[Collected data]
§ §
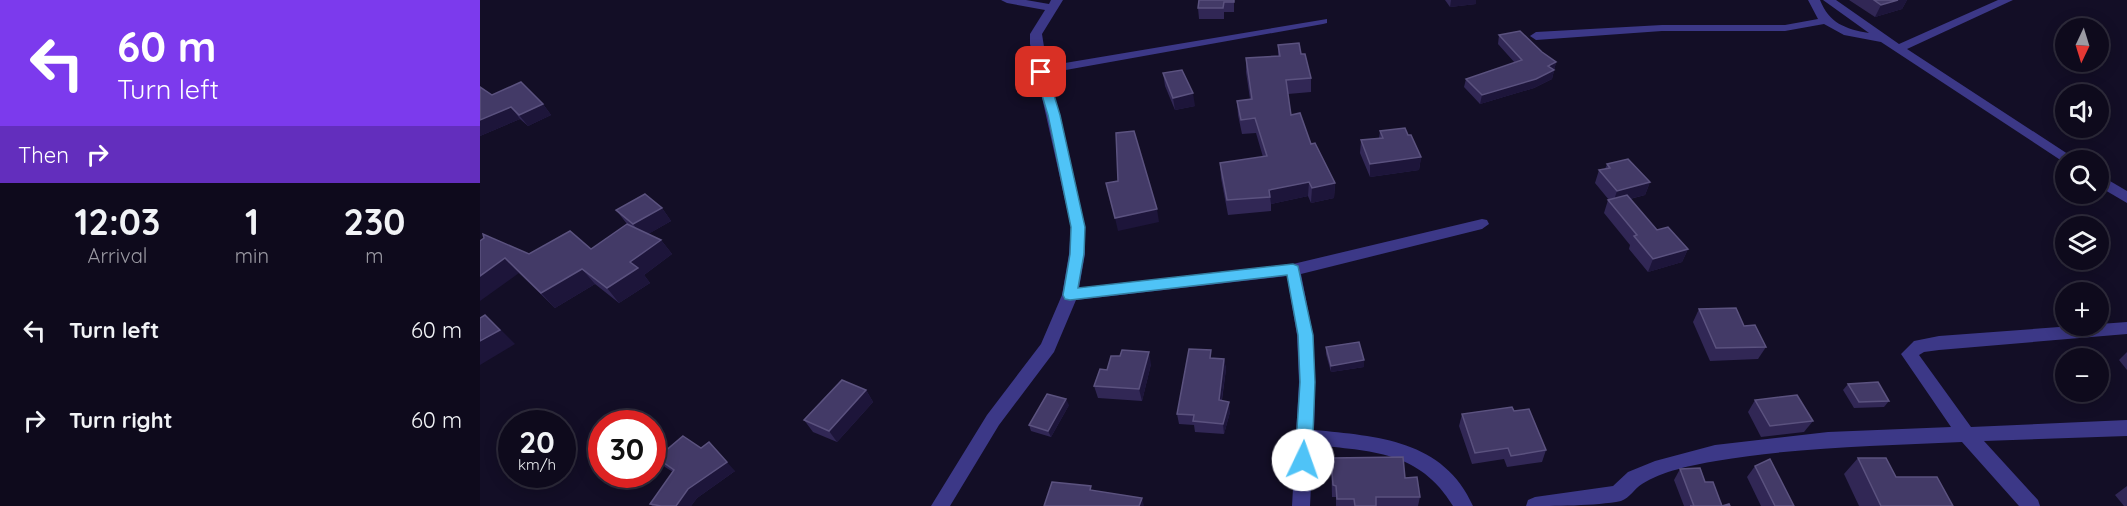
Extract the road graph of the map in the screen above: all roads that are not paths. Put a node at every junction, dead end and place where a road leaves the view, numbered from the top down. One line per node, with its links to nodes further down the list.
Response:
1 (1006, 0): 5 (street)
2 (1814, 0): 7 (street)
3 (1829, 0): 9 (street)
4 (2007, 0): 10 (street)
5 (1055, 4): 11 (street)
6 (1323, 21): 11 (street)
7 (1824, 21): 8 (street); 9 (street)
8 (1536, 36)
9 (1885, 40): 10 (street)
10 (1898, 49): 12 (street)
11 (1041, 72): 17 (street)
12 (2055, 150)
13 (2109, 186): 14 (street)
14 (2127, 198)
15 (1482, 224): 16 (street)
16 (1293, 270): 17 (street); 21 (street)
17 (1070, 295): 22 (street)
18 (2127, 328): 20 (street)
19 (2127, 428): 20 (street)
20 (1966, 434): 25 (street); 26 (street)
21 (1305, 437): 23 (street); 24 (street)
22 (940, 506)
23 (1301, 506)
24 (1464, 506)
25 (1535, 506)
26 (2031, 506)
§ §
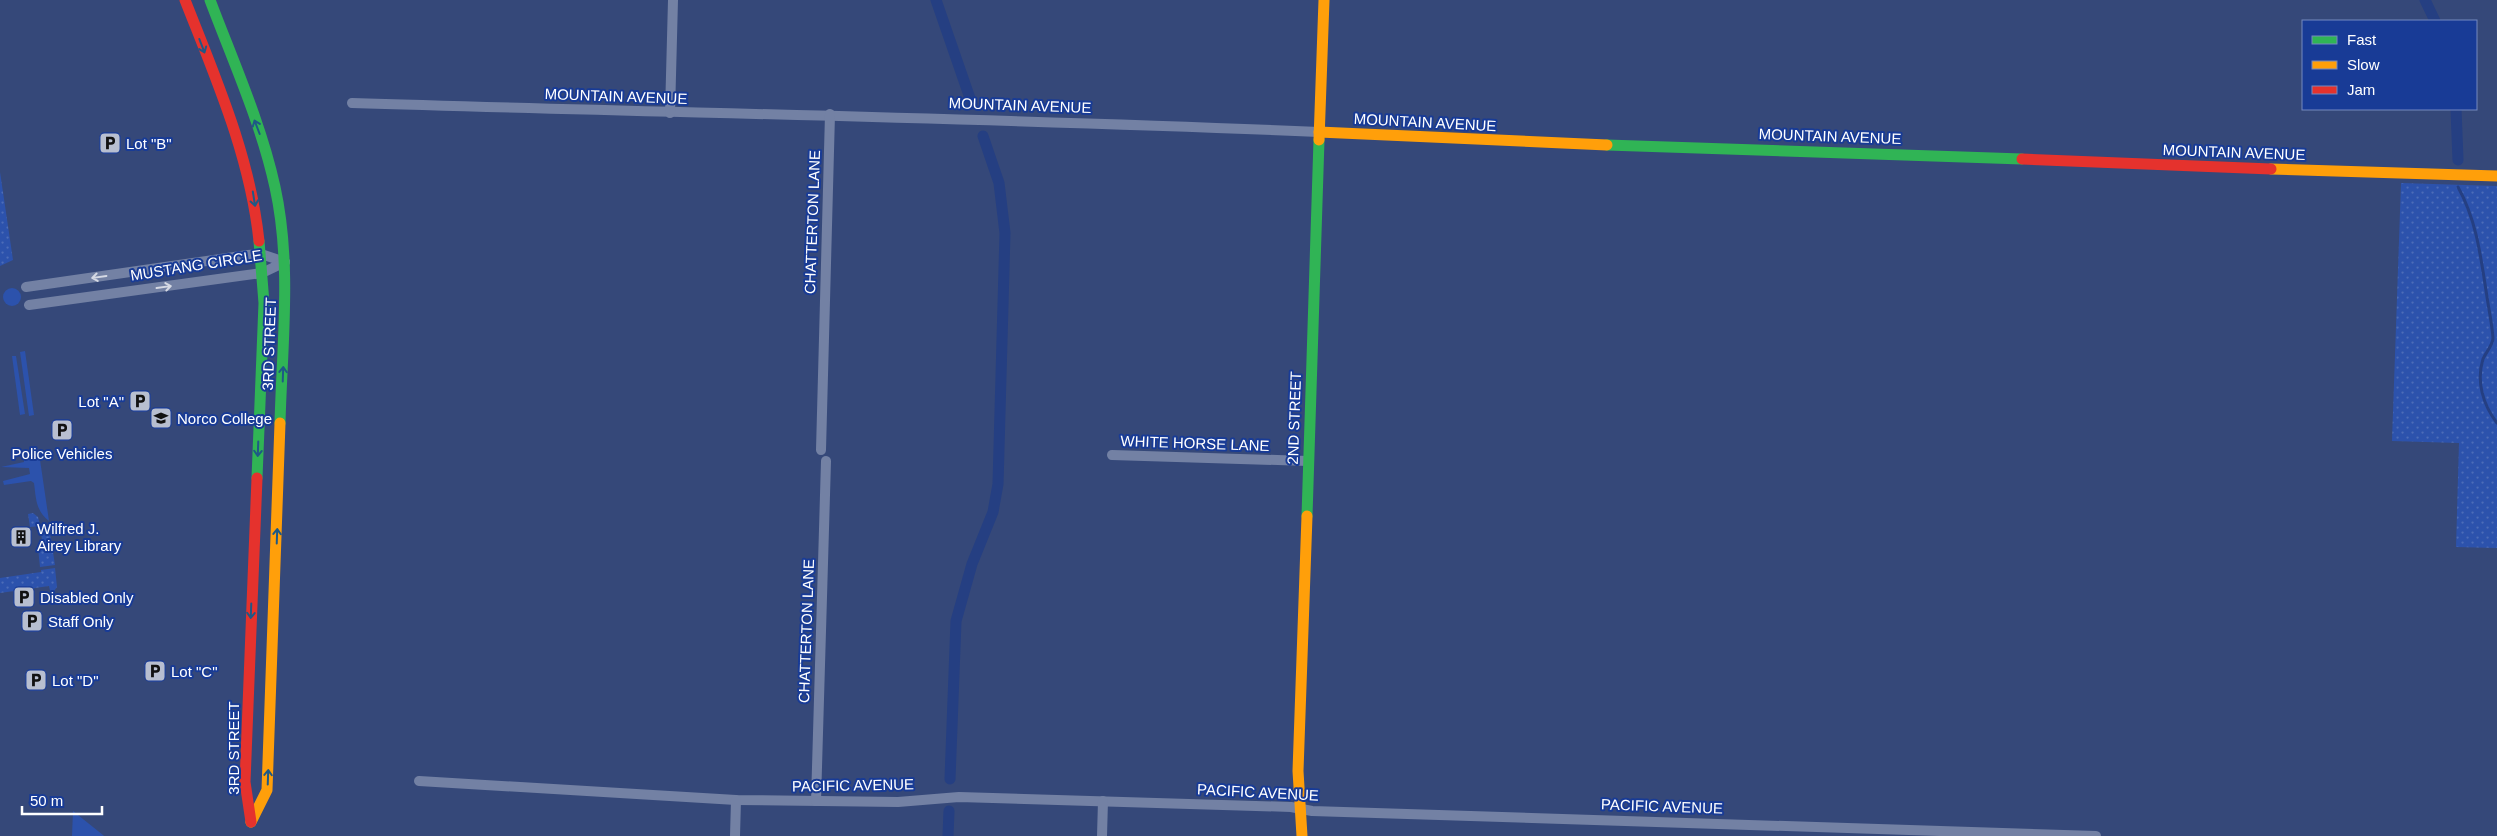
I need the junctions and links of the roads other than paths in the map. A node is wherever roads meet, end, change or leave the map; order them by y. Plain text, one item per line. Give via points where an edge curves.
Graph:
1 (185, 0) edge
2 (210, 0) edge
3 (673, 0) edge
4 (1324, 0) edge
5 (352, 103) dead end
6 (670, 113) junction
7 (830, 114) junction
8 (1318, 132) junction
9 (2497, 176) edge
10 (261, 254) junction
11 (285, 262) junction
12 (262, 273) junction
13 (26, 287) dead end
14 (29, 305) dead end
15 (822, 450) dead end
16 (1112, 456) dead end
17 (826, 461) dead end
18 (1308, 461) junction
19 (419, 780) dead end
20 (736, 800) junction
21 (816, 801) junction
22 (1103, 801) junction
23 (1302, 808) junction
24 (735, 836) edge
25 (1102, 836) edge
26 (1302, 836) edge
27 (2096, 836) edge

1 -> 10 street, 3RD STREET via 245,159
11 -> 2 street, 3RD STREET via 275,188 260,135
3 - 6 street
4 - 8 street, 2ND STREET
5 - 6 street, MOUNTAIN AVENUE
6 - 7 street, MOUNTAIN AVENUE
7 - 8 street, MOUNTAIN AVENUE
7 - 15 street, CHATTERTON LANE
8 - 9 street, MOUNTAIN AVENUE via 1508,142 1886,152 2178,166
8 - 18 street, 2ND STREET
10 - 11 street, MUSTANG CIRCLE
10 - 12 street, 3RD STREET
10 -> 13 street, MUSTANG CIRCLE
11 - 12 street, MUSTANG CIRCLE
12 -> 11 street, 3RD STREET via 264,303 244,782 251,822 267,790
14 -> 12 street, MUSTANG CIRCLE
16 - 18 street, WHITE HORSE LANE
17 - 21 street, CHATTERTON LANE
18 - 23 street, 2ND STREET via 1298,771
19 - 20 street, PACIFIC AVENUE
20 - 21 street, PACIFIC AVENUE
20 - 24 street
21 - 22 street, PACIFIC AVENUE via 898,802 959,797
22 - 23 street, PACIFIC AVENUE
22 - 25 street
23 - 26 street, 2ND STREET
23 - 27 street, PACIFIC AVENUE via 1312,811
§ §
* **Exercise brief**
Nothing but a number should be given: how many lines in the records hold the word "node".

* **Problem solution**
2